Earl Belmore is a title in the Peerage of Ireland that was created in 1797 for Armar Lowry-Corry, 1st Viscount Belmore, who had previously represented County Tyrone in the Irish House of Commons. He had already been created Baron Belmore, of Castle Coole in County Fermanagh (now in Northern Ireland), in 1781 and Viscount Belmore in 1789, also in the Peerage of Ireland. Born Armar Lowry, he was the son of Galbraith Lowry, Member of the Irish House of Commons for County Tyrone, and his wife Sarah, daughter of Colonel John Corry. In 1774, he assumed by Royal licence the additional surname of Corry. He was succeeded by his eldest son, the second Earl. He represented County Tyrone in both the Irish and British House of Commons, sat in the House of Lords as an Irish representative peer from 1819 to 1841, and served as Governor of Jamaica from 1828 to 1832.

His eldest son, the third Earl, represented County Fermanagh at Westminster. On his early death, the titles passed to his eldest son, the fourth Earl. He was an Irish Representative Peer between 1857 and 1913, and he served under the Earl of Derby as Under-Secretary of State for the Home Department between 1866 and 1867. From 1867 to 1872, Lord Belmore was Governor of New South Wales. The line of the fourth Earl failed on the death of his younger son, the sixth Earl, in 1949, and he was succeeded by his first cousin once removed, the seventh Earl. He was the son of Major Adrian Lowry-Corry, fifth son of Admiral the Hon. Armar Lowry-Corry, himself the second son of the third Earl. As of 2014, the titles are held by his son, the eighth Earl, who succeeded in 1960.

Several other members of the Lowry-Corry family have also gained distinction. The Conservative politician the Honourable Henry Lowry-Corry, First Lord of the Admiralty from 1866 to 1867, was the second son of the second Earl. His younger son was Montagu Corry, 1st Baron Rowton, private secretary to Benjamin Disraeli. The Honourable Armar Lowry-Corry (1836–1919), second son of the third Earl, was an admiral in the Royal Navy. The Honourable Henry Lowry-Corry, younger son of the third Earl, was also a politician.

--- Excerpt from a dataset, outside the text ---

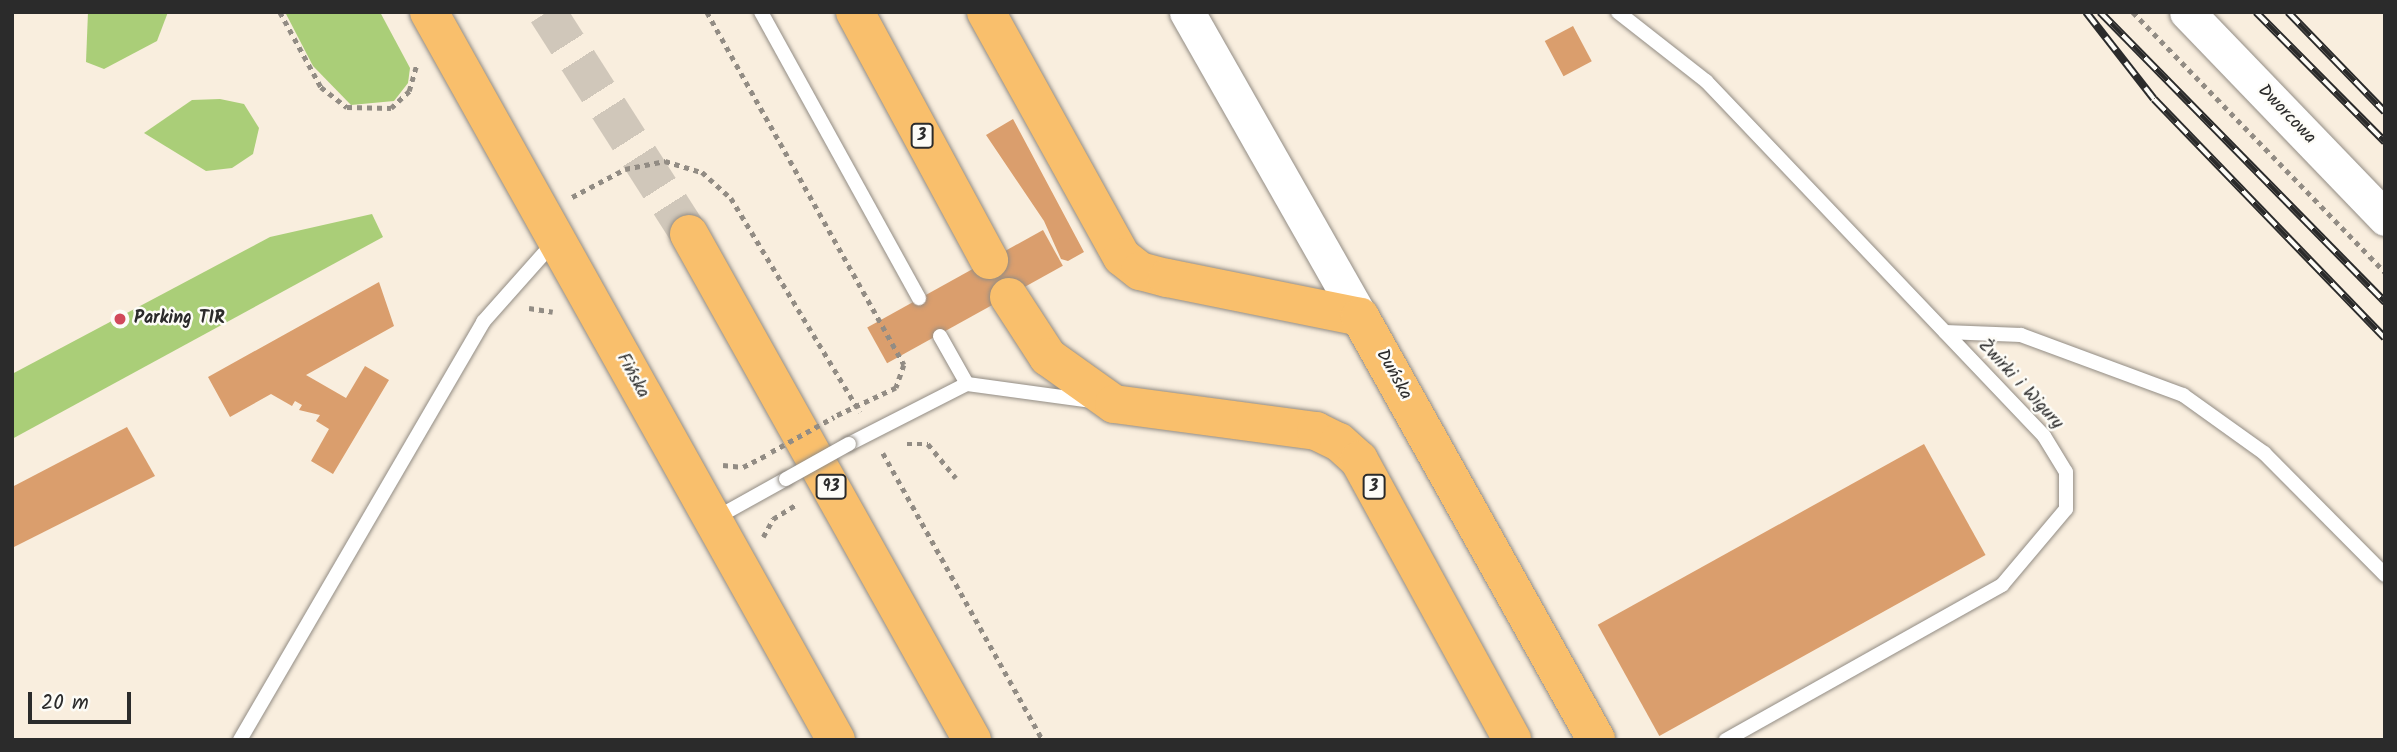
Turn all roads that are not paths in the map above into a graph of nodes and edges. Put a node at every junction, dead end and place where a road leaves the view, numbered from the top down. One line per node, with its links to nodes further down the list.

The invented title of Viscount Corry is used as a courtesy title for the Earl's heir apparent. The family seat is Castle Coole, near Enniskillen, County Fermanagh.

==Earls Belmore (1797)==
- Armar Lowry-Corry, 1st Earl Belmore (1740–1802)
- Somerset Lowry-Corry, 2nd Earl Belmore (1774–1841)
- Armar Lowry-Corry, 3rd Earl Belmore (1801–1845)
- Somerset Richard Lowry-Corry, 4th Earl Belmore (1835–1913)
- Armar Lowry-Corry, 5th Earl Belmore (1870–1948)
- Cecil Lowry-Corry, 6th Earl Belmore (1873–1949)
- Galbraith Armar Lowry-Corry, 7th Earl Belmore (1913–1960)
- John Armar Lowry-Corry, 8th Earl Belmore (born 1951)

The heir apparent is the present holder's son, John Armar Galbraith Lowry-Corry, Viscount Corry (born 1985).